The band (Oliver Birch, Richie Hart and Adam Pleeth),l all in a sort of lederhosen, Beatle-wigged and wearing antlers, are high up on a platform. They become stags in the story. A Christmas tree up there makes things seasonally festive. There’s a big cactus dressed with tree lights too, swags of what look like duvets overhead and coloured lights all round the auditorium. This feels like getting ready for a party and Wils Wilson’s production maintains that party atmosphere; it’s going to be fun.
Then the show begins and Bear’s there. Unlike the other animals he meets, he’s in a sort of bear suit, a human face but a brown romper outfit. The other creatures wear token items to tell us who they are but stay very human. There is no attempt to copy Klassen’s stylishly stylized illustrations. Fly Davis’s design makes the audience use their imagination. Three of the actors turn themselves into trees for Bear to push through; they are the liveliest vegetation ever. He’s in a forest, though it's a strange one made up of some rather exotic house plants.
Bear isn’t very good at talking—not with words that is: it’s mainly grunts, mumbles and gestures, but Merek Larwood doesn’t need words to make sure we understand him. He gives Bear a sort of signature hip swerve but he’s too tired to be energetic and not exactly the brightest of the forest creatures anyway, but very cuddly. When his yawns turn to snores and sleeping, he rolls away from where he carefully put his hat down.
That is when Steven Webb’s Rabbit finds it. He’s already got a knitted woollen helmet with floppy bits like rabbit ears; an extra one makes him look like a medieval jester. He’s got a funny walk, leaps like a jack-in-the-box: a naughty rabbit and one you can’t help liking. He loves the hat; he wants it. He knows he shouldn’t but he takes it. When Bear wakes up, it’s missing.
Of course, Rabbit should hand it in at the Lost Property Office—there’s a policeman there and waiting—but he doesn’t. When Bear turns up to see if they have got it, he’s offered other things but they don’t sit on his head the way is hat did.

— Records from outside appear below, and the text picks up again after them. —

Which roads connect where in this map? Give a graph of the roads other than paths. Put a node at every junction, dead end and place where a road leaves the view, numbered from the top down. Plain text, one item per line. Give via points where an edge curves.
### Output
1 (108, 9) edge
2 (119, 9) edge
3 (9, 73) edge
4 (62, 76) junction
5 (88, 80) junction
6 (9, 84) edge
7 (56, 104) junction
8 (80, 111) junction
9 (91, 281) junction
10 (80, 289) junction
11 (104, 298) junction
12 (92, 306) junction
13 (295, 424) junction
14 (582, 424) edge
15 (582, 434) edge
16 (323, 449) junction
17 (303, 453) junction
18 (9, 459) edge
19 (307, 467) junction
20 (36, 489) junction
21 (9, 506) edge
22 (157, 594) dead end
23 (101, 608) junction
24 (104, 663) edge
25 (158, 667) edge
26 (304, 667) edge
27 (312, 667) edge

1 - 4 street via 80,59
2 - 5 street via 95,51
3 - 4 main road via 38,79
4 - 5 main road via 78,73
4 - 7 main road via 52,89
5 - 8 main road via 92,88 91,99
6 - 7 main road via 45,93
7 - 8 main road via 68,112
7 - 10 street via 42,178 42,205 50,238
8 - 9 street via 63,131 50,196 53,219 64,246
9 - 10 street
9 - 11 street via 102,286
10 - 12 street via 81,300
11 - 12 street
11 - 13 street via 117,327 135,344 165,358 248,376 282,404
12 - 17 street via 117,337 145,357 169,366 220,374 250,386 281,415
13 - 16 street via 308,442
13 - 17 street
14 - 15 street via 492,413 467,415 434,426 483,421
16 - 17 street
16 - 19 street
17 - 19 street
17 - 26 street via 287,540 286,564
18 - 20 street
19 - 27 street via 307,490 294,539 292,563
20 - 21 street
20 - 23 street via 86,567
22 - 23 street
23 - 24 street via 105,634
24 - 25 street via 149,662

Has no one seen it?
He asks three frogs (Natalie Klamar, Naana Agyei-Ampadu and Pieter Lawman, who also play all the other animals) who each wear some froggy feature to make up the whole frog picture, a karate equipped fox, a tortoise (who Bear helps mount a hilltop), a slinky snake and a colourful caterpillar who makes a glittering transformation.
“The rabbit’s got it,” the audience tells Bear, but he doesn’t take in what they’re saying. He even asks the rabbit. Is he blind? He certainly lacks a big brain even for a bear. At last the penny drops and then, as in so many old fairy tales, justice is sudden, though eventually for Rabbit there is a happy ending.
This is a simple story, simply presented, beautifully mounted and precisely tailored to its audience. It is performed with clarity as well as panache, keeping even the youngest in the audience absorbed and all actively engaged for a well-judged playing time of just over an hour if you include the time they took to show their appreciation. The grown-ups all had a good time too.